Le cheptel porcin égyptien compte 300 000 têtes. Les bêtes sont élevées, pour la plupart, aux abords du Caire par des chiffonniers chrétiens. Pour ces trieurs d’ordures, les cochons sont un maillon clé dans le processus de recyclage des déchets organiques. Les cochons se nourrissent dans des déchetteries à ciel ouvert et sont ensuite transformés en jambon, destiné souvent aux grands hôtels de la capitale.

Mercredi, dans la région de Khanka, à 25 km au nord du Caire, des éleveurs ont accueilli par des jets de pierres les vétérinaires et les policiers venus abattre leurs cochons. Pour désamorcer la crise, l’Église copte a dû intervenir en apportant son soutien à la décision des autorités de liquider le cheptel.

L’élevage de porcs est interdit dans plusieurs pays musulmans comme l’Arabie saoudite, Bahreïn, le Koweït, le Qatar, les Émirats arabes unis et la Libye. Dans les autres pays arabes, ce sont généralement des membres des minorités religieuses, notamment chrétiennes, qui élèvent le cheptel porcin.

Aucun cas animal ou humain de cette grippe n’ayant pour l’instant été rapporté en Égypte, l'opinion des internautes locaux est partagée à propos de cette mesure radicale.

Les images de l'abattage (capture d'écran)

Vidéo postée sur YouTube par saloma73

Nous avons choisi de ne pas diffuser ces images.

"La campagne pour l'abattage des porcs stigmatise les éleveurs coptes"
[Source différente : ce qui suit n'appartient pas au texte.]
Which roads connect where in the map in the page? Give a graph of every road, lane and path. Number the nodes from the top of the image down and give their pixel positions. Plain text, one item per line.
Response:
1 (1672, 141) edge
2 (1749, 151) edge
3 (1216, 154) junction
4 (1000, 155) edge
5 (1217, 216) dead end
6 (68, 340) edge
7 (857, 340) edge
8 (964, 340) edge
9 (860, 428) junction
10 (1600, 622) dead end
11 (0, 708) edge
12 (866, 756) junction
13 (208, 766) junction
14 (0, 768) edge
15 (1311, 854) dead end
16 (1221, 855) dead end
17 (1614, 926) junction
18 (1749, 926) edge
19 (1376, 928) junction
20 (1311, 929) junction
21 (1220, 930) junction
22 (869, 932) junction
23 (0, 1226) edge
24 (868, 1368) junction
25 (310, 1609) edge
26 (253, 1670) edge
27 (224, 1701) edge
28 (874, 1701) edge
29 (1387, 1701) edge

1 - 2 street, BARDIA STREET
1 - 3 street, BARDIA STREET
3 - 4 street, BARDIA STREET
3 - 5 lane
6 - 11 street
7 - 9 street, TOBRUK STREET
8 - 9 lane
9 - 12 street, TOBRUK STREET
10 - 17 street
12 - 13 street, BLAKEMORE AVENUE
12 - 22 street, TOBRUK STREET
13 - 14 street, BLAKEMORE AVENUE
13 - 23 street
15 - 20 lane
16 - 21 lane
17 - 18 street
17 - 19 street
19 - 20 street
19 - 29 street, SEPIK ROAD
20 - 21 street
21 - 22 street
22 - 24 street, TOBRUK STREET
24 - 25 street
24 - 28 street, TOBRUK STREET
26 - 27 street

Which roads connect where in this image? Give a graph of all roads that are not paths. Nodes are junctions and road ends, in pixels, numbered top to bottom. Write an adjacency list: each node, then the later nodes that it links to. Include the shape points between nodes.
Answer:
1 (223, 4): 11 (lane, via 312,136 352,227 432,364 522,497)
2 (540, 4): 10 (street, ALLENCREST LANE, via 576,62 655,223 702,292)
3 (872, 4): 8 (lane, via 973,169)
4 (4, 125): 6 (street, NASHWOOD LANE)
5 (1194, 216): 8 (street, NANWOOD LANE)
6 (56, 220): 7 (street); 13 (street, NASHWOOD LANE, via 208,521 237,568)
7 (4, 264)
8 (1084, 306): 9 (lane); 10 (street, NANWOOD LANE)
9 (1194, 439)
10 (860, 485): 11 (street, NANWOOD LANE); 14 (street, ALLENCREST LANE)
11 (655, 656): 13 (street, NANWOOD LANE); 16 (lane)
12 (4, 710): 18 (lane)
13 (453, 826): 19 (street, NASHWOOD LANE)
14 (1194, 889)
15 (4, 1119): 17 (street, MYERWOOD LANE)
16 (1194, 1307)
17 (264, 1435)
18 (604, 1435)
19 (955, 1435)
Mina Zekry est un blogueur égyptien.

La décision d’abattre le cheptel porcin est arbitraire et pose de nombreux problèmes. Jusqu’à présent, les éleveurs ne sont absolument pas sûrs d'être indemnisés. Ils ont donc menacé d'organiser des manifestations.

En Égypte, la filière porcine concerne plusieurs acteurs économiques. Si la mesure d'abattage était intégralement appliquée, elle aurait certainement des répercussions. Mais je ne pense pas que ce soit possible. En Égypte, seuls deux abattoirs, au Caire et à Alexandrie, sont équipés pour traiter les porcs. L'un et l'autre sont capables d'abattre 1 500 bêtes par jour. L’abattage des 300 000 porcs du cheptel égyptien nécessitera donc beaucoup de temps. À moins que les autorités n'aient recours à des incinérateurs pour tuer les bêtes.

Par ailleurs, une campagne médiatique trompeuse établit un lien entre la propagation du virus H1N1 et la présence de porcs dans le pays, stigmatisant par conséquent les éleveurs, majoritairement coptes. Dans le climat actuel de tensions religieuses, la dimension confessionnelle pourrait occuper le devant de la scène si la campagne contre les éleveurs se poursuit. Cette décision pourrait être très dangereuse."